SZEXI v Minister for Immigration
[2005] FMCA 1531
•17 October 2005
FEDERAL MAGISTRATES COURT OF AUSTRALIA
| SZEXI & ANOR v MINISTER FOR IMMIGRATION & ANOR | [2005] FMCA 1531 |
| MIGRATION – Visa – protection visa – Refugee Review Tribunal – application for review of RRT decision affirming decision of a delegate of the Minister not to grant a protection visa – applicants are father and son from India – claim of well-founded fear of persecution for reason of religion – applicants are Christians who claim persecution by Hindu fundamentalists – serious harm – where RRT not satisfied that the incidents constituted serious harm or mistreatment – no official quality to the actions against the applicants – RRT found that the applicants had access to adequate and effective protection from the Indian authorities – threats in the form of declarations of intent on their own do not prima facie constitute serious harm for the purpose of Migration Act 1958 (Cth), s.91R. |
| Judiciary Act 1903 (Cth), s.39B Migration Act 1958 (Cth), ss.91R; 475A |
| SAAP v Minister for Immigration & Multicultural & Indigenous Affairs [2005] HCA 24 followed VBAO v Minister for Immigration [2004] FMCA 268 referred to Minister for Immigration & Multicultural & Indigenous Affairs v VBAO of 2002 [2004] FCA 1495 followed |
| First Applicant: | SZEXI |
| Second Applicant: | SZEXJ |
| First Respondent: | MINISTER FOR IMMIGRATION & MULTICULTURAL & INDIGENOUS AFFAIRS |
| Second Respondent: | REFUGEE REVIEW TRIBUNAL |
| File Number: | SYG 2188 of 2004 |
| Judgment of: | Scarlett FM |
| Hearing date: | 11 October 2005 |
| Date of Last Submission: | 11 October 2005 |
| Delivered at: | Sydney |
| Delivered on: | 17 October 2005 |
REPRESENTATION
| Counsel for the Applicant: | Mr Ginges |
| Solicitors for the Respondent: | Ms Burnett Clayton Utz |
ORDERS
Leave granted to join the Refugee Review Tribunal as Second Respondent.

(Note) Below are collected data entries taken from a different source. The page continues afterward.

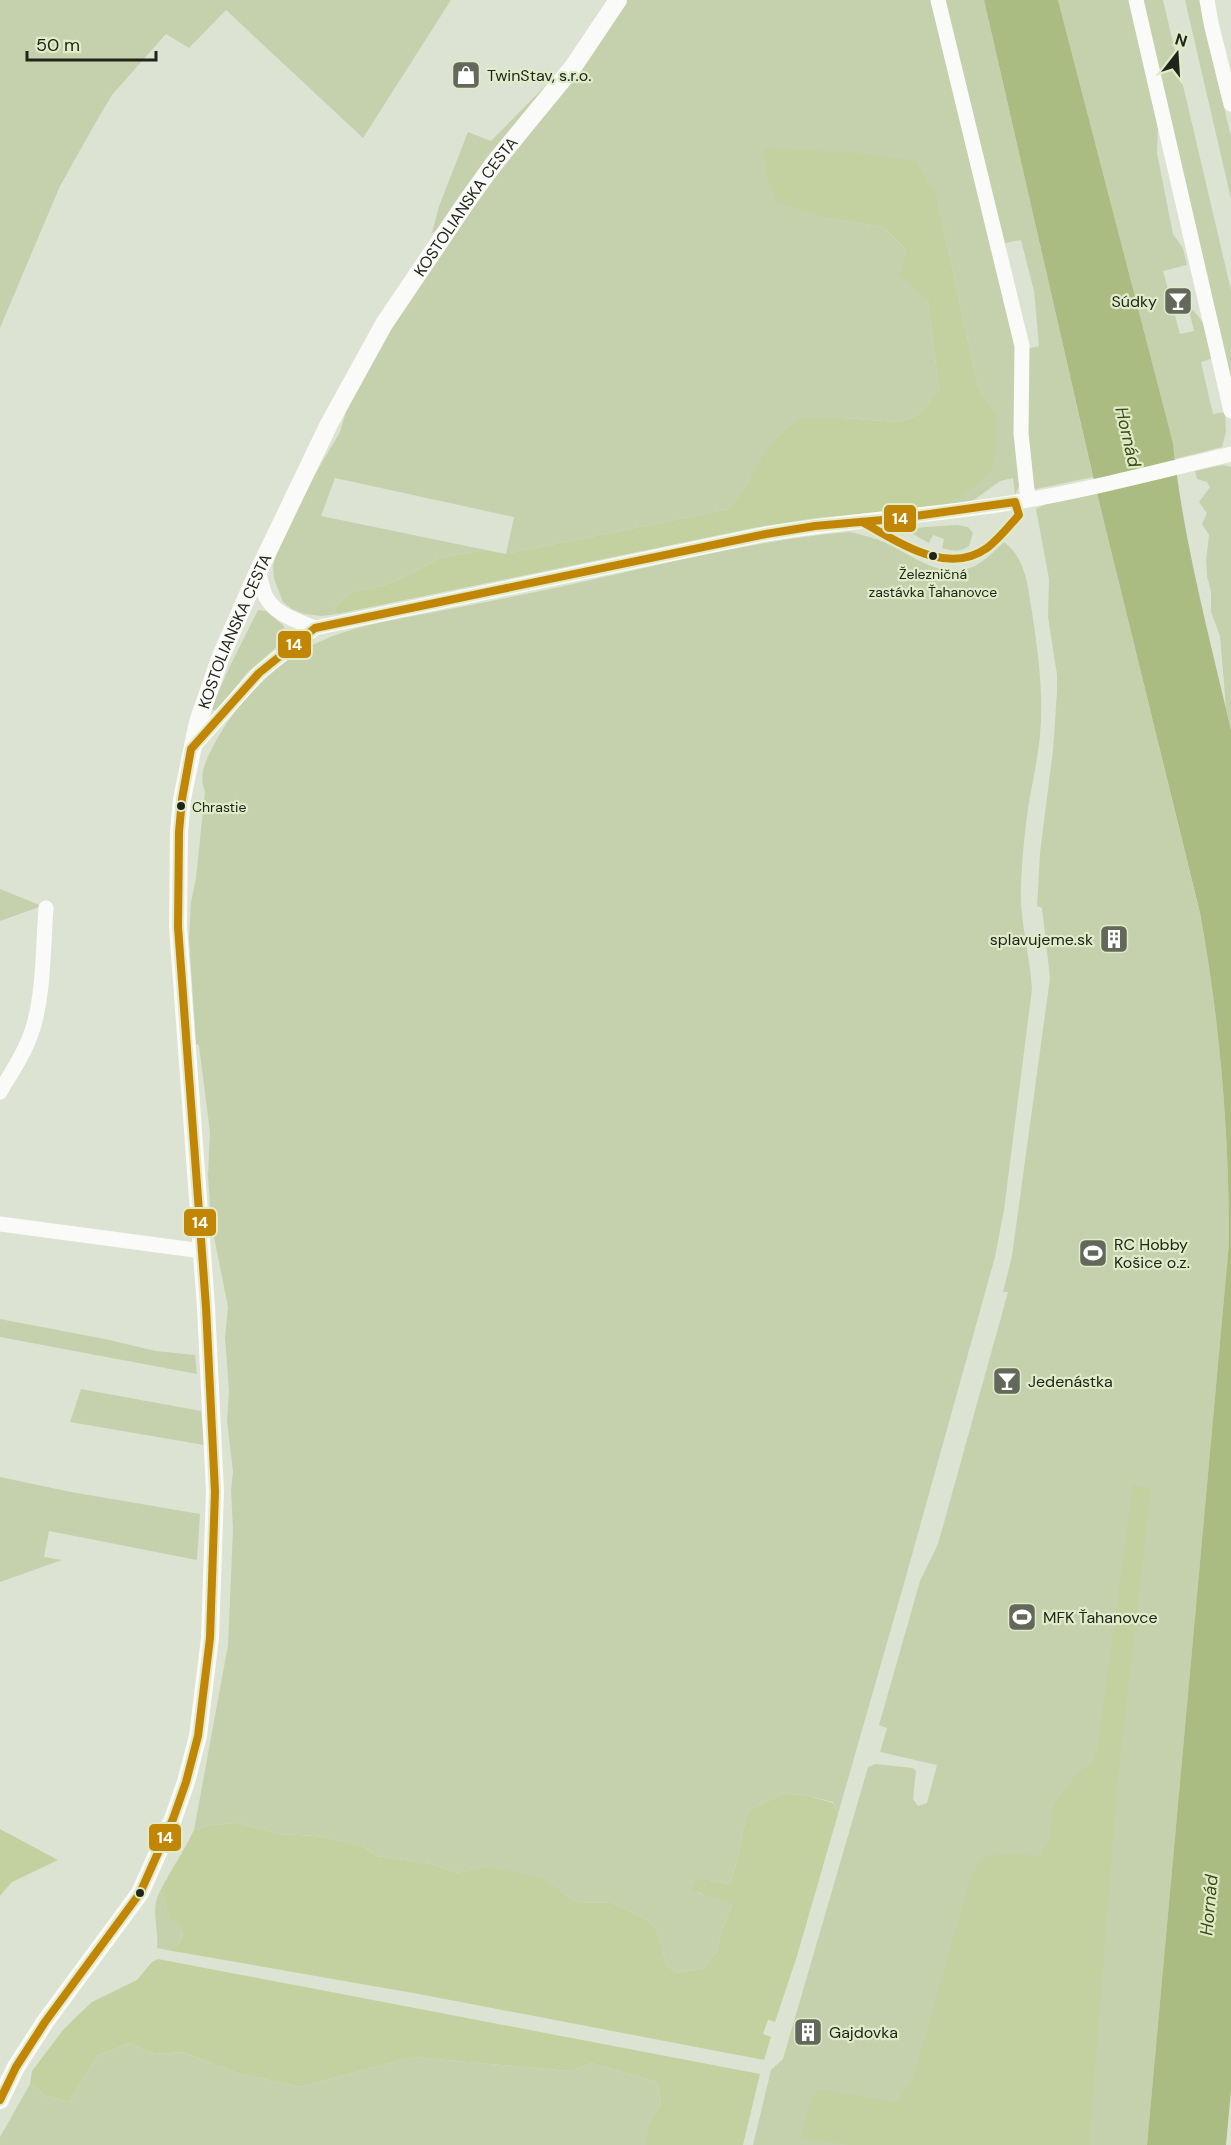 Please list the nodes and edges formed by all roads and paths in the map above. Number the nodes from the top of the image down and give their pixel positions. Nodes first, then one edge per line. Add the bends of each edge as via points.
1 (618, 0) edge
2 (938, 0) edge
3 (1136, 0) edge
4 (1208, 0) edge
5 (1231, 104) edge
6 (1231, 411) edge
7 (1223, 456) edge
8 (1028, 500) junction
9 (258, 572) junction
10 (315, 628) junction
11 (191, 749) junction
12 (46, 908) dead end
13 (0, 1092) edge
14 (0, 1224) edge
15 (202, 1251) junction
16 (0, 2100) edge

1 - 9 street, KOSTOLIANSKA CESTA via 573,67 495,162 384,324 329,424
2 - 8 street via 1022,346 1021,433
3 - 6 street
4 - 5 street
7 - 8 street
8 - 10 street via 766,534
9 - 10 street via 265,597 273,607
9 - 11 street, KOSTOLIANSKA CESTA via 222,656
10 - 11 street via 259,674
11 - 15 street, KOSTOLIANSKA CESTA via 178,832 178,927
12 - 13 street via 34,1023 27,1045
14 - 15 street
15 - 16 street, KOSTOLIANSKA CESTA via 215,1492 210,1638 198,1736 173,1819 140,1893 45,2022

The application is dismissed.
The Applicants are to pay the First Respondent’s costs fixed in the sum of $5,375.00.
| FEDERAL MAGISTRATES COURT OF AUSTRALIA AT SYDNEY |
SYG 2188 of 2004
| SZEXI |
First Applicant
| SZEXJ |
Second Applicant
And
| MINISTER FOR IMMIGRATION & MULTICULTURAL & INDIGENOUS AFFAIRS |
First Respondent
| REFUGEE REVIEW TRIBUNAL |
Second Respondent
REASONS FOR JUDGMENT
Application
This is an application for review of a decision made by the Refugee Review Tribunal on 22nd June 2004 and handed down on
29th June 2004, affirming a decision of a delegate of the Minister for Immigration not to grant protection visas to the applicants.
Background
The applicants are a father and son from India. They are both adults who belong to the Dalit caste and the Christian religion. They arrived in Australia on 29th October 2003 and lodged applications for protection (class XA) visas on 19th November 2003. They claimed that they left India to save their lives and escape from the persecution and harassment of Hindu fundamentalist groups. In a typed statement annexed to their applications, they told of having been abused and beaten by members of a Hindu group called the RSS. They also said that the police did not support them because they followed the Government’s views about religious affairs.
The applicants attended a hearing before the Refugee Review Tribunal on 5th April 2004. They both gave oral evidence. The first applicant, the father, told how he worked for a religious organization called the Sathya Veda ministries from 1989. He described how he preached the Gospel and served the poor in the cities of Hyderabad and the Telangana region of Andhra Pradesh.[1] He said that his activities were a cause of concern to the RSS and other Hindu conservatives, and a campaign started against him. He told the Tribunal that he had been beaten, harassed and threatened. In April 2003 he was attacked by the Boya community, which led him to fear for his life. In May 2003 an RSS group assaulted his son, and he himself was assaulted the following day and warned to stop his son’s activities. As a result, he decided to leave the country.
[1] Court Book page 121
The second applicant, the son, told how he had worked as a youth volunteer for the Sathya Veda Ministries from 2000 until 2003. He said that he had been assaulted in 1999, 2000 and 2003 by RRS supporters and that he and his father had been threatened with death.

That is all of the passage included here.